> _Provided records_:
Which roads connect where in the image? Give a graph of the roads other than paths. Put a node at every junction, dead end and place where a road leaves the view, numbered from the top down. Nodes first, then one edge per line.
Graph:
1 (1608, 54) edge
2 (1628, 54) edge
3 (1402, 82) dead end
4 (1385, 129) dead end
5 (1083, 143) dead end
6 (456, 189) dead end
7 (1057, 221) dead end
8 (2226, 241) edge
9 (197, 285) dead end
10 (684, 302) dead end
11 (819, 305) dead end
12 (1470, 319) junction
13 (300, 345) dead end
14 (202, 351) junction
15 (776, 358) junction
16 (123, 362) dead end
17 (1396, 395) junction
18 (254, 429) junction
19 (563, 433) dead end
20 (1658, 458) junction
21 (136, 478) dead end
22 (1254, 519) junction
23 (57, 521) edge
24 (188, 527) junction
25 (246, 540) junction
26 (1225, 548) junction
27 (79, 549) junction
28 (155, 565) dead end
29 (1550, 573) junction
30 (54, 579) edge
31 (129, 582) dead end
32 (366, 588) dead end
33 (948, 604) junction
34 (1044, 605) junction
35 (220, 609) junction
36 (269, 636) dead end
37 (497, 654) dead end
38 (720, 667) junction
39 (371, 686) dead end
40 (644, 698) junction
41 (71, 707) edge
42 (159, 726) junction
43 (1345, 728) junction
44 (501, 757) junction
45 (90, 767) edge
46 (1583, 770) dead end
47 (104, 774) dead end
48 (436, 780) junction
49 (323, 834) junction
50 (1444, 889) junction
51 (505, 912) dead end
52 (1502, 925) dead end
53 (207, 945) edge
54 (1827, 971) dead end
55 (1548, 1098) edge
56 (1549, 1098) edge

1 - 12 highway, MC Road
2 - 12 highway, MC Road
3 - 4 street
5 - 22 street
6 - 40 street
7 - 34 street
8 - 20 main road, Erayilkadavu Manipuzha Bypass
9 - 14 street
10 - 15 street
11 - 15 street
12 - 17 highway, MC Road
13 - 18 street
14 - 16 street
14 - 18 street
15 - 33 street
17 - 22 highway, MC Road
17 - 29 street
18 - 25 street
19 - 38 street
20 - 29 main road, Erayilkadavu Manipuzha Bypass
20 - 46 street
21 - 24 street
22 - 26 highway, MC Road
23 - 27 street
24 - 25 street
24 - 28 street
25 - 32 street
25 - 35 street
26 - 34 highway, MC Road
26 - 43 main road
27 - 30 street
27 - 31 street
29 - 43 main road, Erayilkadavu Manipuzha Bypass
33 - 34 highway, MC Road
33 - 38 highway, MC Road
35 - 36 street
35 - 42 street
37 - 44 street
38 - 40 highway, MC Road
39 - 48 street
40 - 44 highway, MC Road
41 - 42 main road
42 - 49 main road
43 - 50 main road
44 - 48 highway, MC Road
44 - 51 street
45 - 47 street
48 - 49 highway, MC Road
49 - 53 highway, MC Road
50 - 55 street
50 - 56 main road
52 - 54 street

> _Activity_: Word for word, copy every entry.

> _Answer to this problem_:
Which roads connect where in the image? Give a graph of the roads other than paths. Put a node at every junction, dead end and place where a road leaves the view, numbered from the top down. Nodes first, then one edge per line.
Graph:
1 (1608, 54) edge
2 (1628, 54) edge
3 (1402, 82) dead end
4 (1385, 129) dead end
5 (1083, 143) dead end
6 (456, 189) dead end
7 (1057, 221) dead end
8 (2226, 241) edge
9 (197, 285) dead end
10 (684, 302) dead end
11 (819, 305) dead end
12 (1470, 319) junction
13 (300, 345) dead end
14 (202, 351) junction
15 (776, 358) junction
16 (123, 362) dead end
17 (1396, 395) junction
18 (254, 429) junction
19 (563, 433) dead end
20 (1658, 458) junction
21 (136, 478) dead end
22 (1254, 519) junction
23 (57, 521) edge
24 (188, 527) junction
25 (246, 540) junction
26 (1225, 548) junction
27 (79, 549) junction
28 (155, 565) dead end
29 (1550, 573) junction
30 (54, 579) edge
31 (129, 582) dead end
32 (366, 588) dead end
33 (948, 604) junction
34 (1044, 605) junction
35 (220, 609) junction
36 (269, 636) dead end
37 (497, 654) dead end
38 (720, 667) junction
39 (371, 686) dead end
40 (644, 698) junction
41 (71, 707) edge
42 (159, 726) junction
43 (1345, 728) junction
44 (501, 757) junction
45 (90, 767) edge
46 (1583, 770) dead end
47 (104, 774) dead end
48 (436, 780) junction
49 (323, 834) junction
50 (1444, 889) junction
51 (505, 912) dead end
52 (1502, 925) dead end
53 (207, 945) edge
54 (1827, 971) dead end
55 (1548, 1098) edge
56 (1549, 1098) edge

1 - 12 highway, MC Road
2 - 12 highway, MC Road
3 - 4 street
5 - 22 street
6 - 40 street
7 - 34 street
8 - 20 main road, Erayilkadavu Manipuzha Bypass
9 - 14 street
10 - 15 street
11 - 15 street
12 - 17 highway, MC Road
13 - 18 street
14 - 16 street
14 - 18 street
15 - 33 street
17 - 22 highway, MC Road
17 - 29 street
18 - 25 street
19 - 38 street
20 - 29 main road, Erayilkadavu Manipuzha Bypass
20 - 46 street
21 - 24 street
22 - 26 highway, MC Road
23 - 27 street
24 - 25 street
24 - 28 street
25 - 32 street
25 - 35 street
26 - 34 highway, MC Road
26 - 43 main road
27 - 30 street
27 - 31 street
29 - 43 main road, Erayilkadavu Manipuzha Bypass
33 - 34 highway, MC Road
33 - 38 highway, MC Road
35 - 36 street
35 - 42 street
37 - 44 street
38 - 40 highway, MC Road
39 - 48 street
40 - 44 highway, MC Road
41 - 42 main road
42 - 49 main road
43 - 50 main road
44 - 48 highway, MC Road
44 - 51 street
45 - 47 street
48 - 49 highway, MC Road
49 - 53 highway, MC Road
50 - 55 street
50 - 56 main road
52 - 54 street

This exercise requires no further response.